This morning I parted my hair in a deep left slant, then dutch braided only the front section downward toward my right ear. I then dutch braided the back from top to bottom, loosely incorporating the side braid section into the back braided section. I tucked the final braid up and under itself at the nape of my neck with a few blonde pins, pulled on a few pieces to make it less confining and stretched out the braids themselves to loosen them. I grabbed a multilayered, chestnut batik print, floor length wrap skirt and wrapped one side around my waist and one side over my left shoulder, securing the long ties below my right shoulder blade. I then tied first layer of the the far right corner of the fabric to the ties already in place. Then the second layer. What it created was a one shoulder, below the knee length, multilayered and fabriced dress. All of it took about 10 minutes - my ideal max for vanity. This is a style I wore quite a bit a few years back and decided to resurrect it today. I am not sure if I look more like a woman on holiday in Bali or a boho on the streets of Boulder but the bending of hair and fabric to create something personalized, yet simplistic, feels the proper uniform of this day. There is a scent upon the fabric as if I wore it long before and left my fragrance behind. Its a blurred shade of sandalwood or patchouli - something earthy, yet fresh, which completes the experience of wearing it.

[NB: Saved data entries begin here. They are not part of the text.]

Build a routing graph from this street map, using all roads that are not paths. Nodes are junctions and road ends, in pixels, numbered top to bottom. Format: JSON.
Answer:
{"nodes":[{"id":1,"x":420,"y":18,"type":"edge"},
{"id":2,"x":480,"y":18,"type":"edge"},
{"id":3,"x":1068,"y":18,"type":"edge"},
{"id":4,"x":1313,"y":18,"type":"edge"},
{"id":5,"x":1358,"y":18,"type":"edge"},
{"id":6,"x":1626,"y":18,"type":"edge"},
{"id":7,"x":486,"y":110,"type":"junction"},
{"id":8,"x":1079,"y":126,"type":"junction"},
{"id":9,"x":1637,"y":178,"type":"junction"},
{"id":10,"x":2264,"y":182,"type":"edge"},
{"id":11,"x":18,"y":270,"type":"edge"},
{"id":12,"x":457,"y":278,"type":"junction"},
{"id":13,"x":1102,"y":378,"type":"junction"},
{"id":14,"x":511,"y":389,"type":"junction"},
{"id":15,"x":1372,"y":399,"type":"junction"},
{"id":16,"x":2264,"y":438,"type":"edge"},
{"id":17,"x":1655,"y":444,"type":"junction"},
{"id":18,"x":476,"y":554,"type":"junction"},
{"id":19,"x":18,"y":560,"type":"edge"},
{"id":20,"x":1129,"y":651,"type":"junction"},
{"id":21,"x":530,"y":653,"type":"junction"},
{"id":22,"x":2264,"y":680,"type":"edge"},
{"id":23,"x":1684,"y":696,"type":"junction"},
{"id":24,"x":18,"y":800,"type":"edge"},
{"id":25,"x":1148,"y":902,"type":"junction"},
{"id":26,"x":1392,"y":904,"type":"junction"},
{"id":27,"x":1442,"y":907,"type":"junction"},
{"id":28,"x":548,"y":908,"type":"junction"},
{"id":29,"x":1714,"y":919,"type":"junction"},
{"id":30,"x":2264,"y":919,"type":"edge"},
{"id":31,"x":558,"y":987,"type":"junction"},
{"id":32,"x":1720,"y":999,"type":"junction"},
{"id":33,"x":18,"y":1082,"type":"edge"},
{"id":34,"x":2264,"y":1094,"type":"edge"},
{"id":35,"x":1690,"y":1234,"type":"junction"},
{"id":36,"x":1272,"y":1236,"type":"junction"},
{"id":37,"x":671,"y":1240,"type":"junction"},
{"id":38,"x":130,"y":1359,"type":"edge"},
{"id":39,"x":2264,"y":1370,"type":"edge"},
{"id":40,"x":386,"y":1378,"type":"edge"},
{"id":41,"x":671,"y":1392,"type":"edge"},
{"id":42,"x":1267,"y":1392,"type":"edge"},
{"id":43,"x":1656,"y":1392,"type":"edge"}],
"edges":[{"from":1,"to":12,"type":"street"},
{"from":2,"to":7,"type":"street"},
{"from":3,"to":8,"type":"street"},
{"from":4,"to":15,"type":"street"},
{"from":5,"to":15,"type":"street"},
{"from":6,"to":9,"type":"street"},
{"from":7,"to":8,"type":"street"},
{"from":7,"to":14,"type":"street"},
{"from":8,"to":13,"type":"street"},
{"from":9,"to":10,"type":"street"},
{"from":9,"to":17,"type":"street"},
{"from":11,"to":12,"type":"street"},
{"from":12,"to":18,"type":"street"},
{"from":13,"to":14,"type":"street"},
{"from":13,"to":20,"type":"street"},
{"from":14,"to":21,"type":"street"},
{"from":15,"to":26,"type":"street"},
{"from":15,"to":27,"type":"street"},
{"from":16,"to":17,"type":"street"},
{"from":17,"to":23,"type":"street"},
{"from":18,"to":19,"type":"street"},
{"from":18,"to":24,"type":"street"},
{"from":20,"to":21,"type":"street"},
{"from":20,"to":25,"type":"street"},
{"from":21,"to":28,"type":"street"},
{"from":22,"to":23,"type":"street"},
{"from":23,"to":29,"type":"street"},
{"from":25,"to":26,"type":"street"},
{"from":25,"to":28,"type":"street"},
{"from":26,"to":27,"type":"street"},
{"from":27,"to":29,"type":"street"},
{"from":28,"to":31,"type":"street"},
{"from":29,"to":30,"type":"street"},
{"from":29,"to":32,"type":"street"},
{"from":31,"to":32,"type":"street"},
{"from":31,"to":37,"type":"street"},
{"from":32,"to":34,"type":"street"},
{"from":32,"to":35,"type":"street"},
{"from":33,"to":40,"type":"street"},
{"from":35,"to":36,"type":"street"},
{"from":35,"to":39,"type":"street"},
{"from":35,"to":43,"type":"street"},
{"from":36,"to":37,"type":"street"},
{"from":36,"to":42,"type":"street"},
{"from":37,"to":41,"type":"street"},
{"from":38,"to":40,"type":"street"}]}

I am writing on our portico, have forsaken the coffeeshop this week in favor of this quiet corner of my life. The girls still sleep inside, though morning is closer to noon. My friends Penny and Stan passed on the street earlier, their daily morning hike, but didnt see me here; this yard my wooded umbra.
There is an early storm circling about the mountains this morning, coloring the sky in indigo and fog.
The heavy cream I use in my coffee has severed from its french roast partner and now tells the tale of more writing than sipping this morn.
I have yet to turn on the front fountain so I hear the waterfall out back where Doug walked in the dew this morning before he headed to the office. I sensed last night in conversion his alertness to the fact that soon we will be distanced by continents and swirling seas, this man and his maiden. He will be farther from home than he has ever gone, and yet closer than he has ever been. I can not explain why Compassion would send a contract employee, whose contract has expired, who declined their created job offer, to represent them with their church partners and pastors in Rwanda. But they are.
The hummingbirds I wrote of weeks ago now have the sugar water cocktail they desired. And they have brought their long beaked friends to share the party. At any moment there are 4-5 at every feeder in our yard. Sorbet yellow, grass green and a shyer brown - Peyton can name each species. Sometimes they fly near me as I sit and write, hovering as if to the be first to see the next word I will choose, what today my craft will bear. It makes me smile every time.
I was asked yesterday why I love summer so much, why I decorate our home for it and talk of it so often, even write of it here.
Simply put, summer, to me, is a taste of the Kingdom. Summer is fruit, warmth, light, rest, play, wonder, festival, joy, reunion, holidays. The Kingdom of heaven, Jesus told us in story upon story, is a banquet, a homecoming, a joyful reunion, a festival. The writer of Hebrews says the Kingdom is a true Sabbath, a sustained and restoring rest, a full and final reprieve from lifes misery and drudgery and loss. Summer is exactly that in my life. It is a time for enjoying others, enjoying God... without reserve and without apology. It s a time for rediscovering the sheer pleasure of being a woman, of being alive. This is time of year when a gardener relishes the abundance of a garden without need to hoard it or feel guilty about it...so it is in my life. Abundance isnt for trusting in, its for enjoying. Summer isnt a time for striving for deeper, its a time for enjoying...the deeper will then come naturally.
Some I know carry a residue of Protestant angst that makes them feel guilty if they feel good or enjoy something deeply..thus the questions yesterday about why enjoying summer so much. This is odd to me considering we follow a Savior who is borderline obsessed that His joy fill us to overflowing. Odd, given we worship a King whose first miracle was to turn water to wine, for no greater reason than that the party might go on. Odd, given that we take our ethical cues largely from the apostle who wrote, "Finally, my brothers and sisters, rejoice in the Lord!...Rejoice, in the Lord always. I will say it again, Rejoice." I see a lot of words thrown at these ideals... but few living them. Summer, to me, is living it.